_Task to carry out_
An exact copy of every entry is needed, without any of the pictures.

Dataset entries
+ + + + + + +

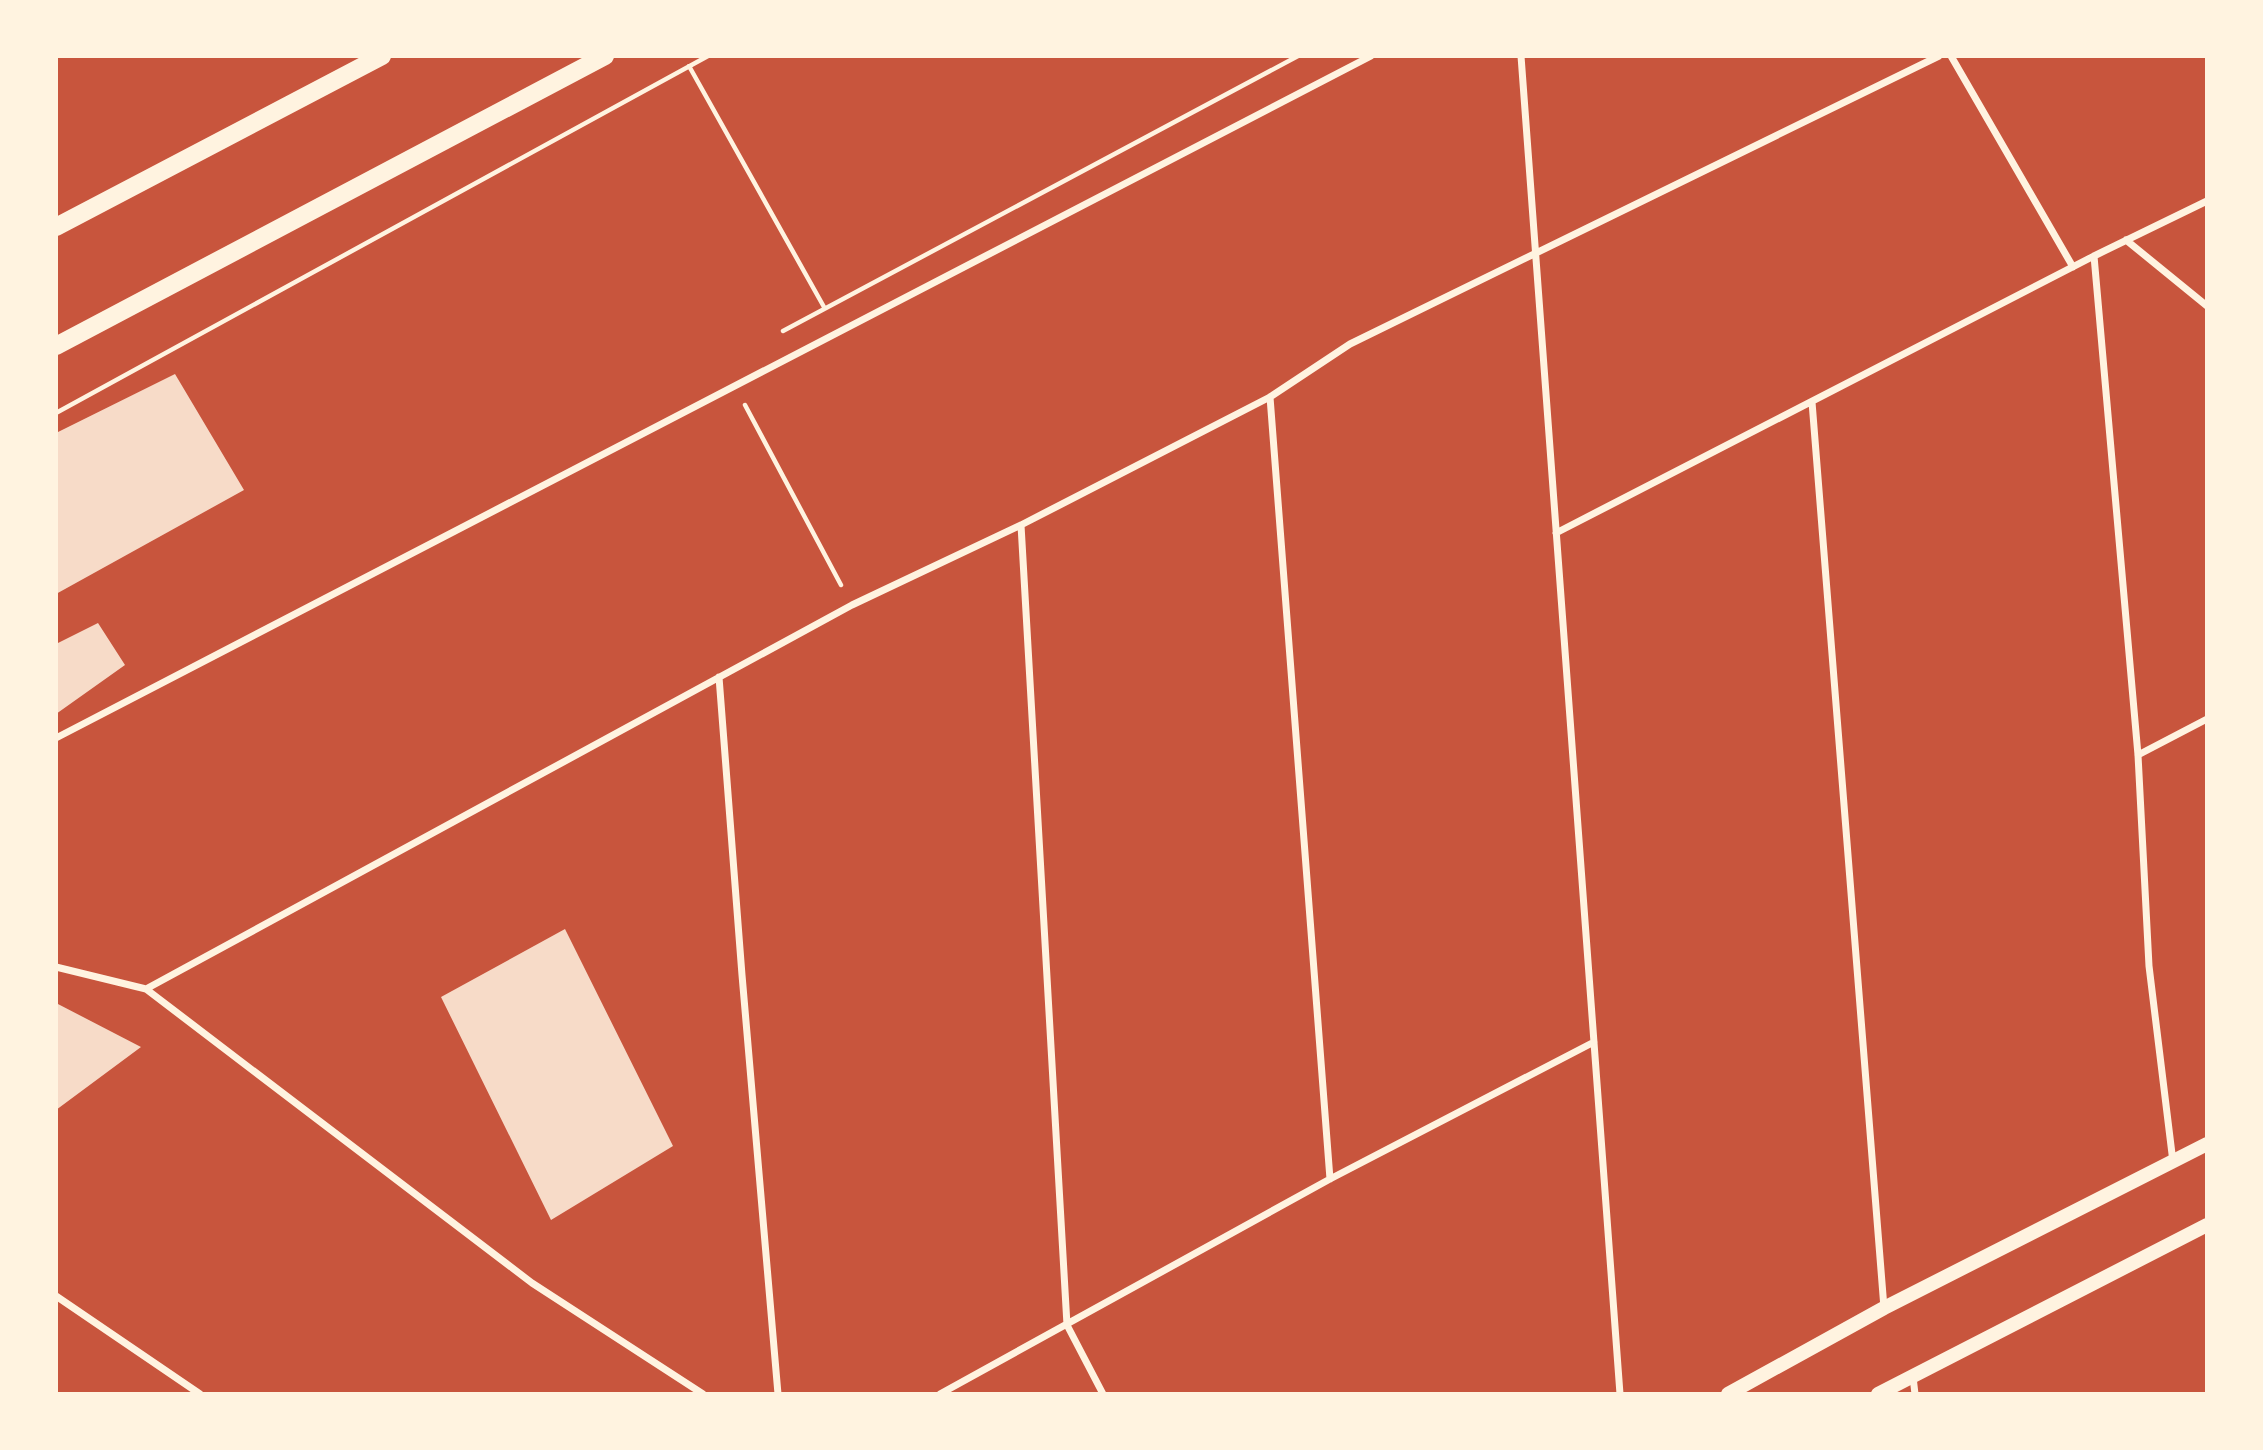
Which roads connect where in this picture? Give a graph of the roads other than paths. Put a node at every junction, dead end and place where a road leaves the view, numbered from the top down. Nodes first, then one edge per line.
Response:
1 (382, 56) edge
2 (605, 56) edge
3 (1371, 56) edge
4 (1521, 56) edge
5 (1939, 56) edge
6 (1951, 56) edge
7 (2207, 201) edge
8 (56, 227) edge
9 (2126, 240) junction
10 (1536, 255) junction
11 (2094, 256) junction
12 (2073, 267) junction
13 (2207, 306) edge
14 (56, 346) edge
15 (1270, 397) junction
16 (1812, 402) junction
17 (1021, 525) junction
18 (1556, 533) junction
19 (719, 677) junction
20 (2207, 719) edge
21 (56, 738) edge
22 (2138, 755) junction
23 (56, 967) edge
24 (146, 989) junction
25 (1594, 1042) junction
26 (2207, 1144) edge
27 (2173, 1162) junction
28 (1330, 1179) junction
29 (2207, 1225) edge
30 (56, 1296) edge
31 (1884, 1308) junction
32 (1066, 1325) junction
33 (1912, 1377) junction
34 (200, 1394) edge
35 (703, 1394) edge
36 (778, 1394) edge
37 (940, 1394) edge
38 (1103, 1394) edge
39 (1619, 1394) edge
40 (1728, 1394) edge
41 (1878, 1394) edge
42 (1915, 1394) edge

+ + + + + + +

_Written solution_
Which roads connect where in this picture? Give a graph of the roads other than paths. Put a node at every junction, dead end and place where a road leaves the view, numbered from the top down. Nodes first, then one edge per line.
Response:
1 (382, 56) edge
2 (605, 56) edge
3 (1371, 56) edge
4 (1521, 56) edge
5 (1939, 56) edge
6 (1951, 56) edge
7 (2207, 201) edge
8 (56, 227) edge
9 (2126, 240) junction
10 (1536, 255) junction
11 (2094, 256) junction
12 (2073, 267) junction
13 (2207, 306) edge
14 (56, 346) edge
15 (1270, 397) junction
16 (1812, 402) junction
17 (1021, 525) junction
18 (1556, 533) junction
19 (719, 677) junction
20 (2207, 719) edge
21 (56, 738) edge
22 (2138, 755) junction
23 (56, 967) edge
24 (146, 989) junction
25 (1594, 1042) junction
26 (2207, 1144) edge
27 (2173, 1162) junction
28 (1330, 1179) junction
29 (2207, 1225) edge
30 (56, 1296) edge
31 (1884, 1308) junction
32 (1066, 1325) junction
33 (1912, 1377) junction
34 (200, 1394) edge
35 (703, 1394) edge
36 (778, 1394) edge
37 (940, 1394) edge
38 (1103, 1394) edge
39 (1619, 1394) edge
40 (1728, 1394) edge
41 (1878, 1394) edge
42 (1915, 1394) edge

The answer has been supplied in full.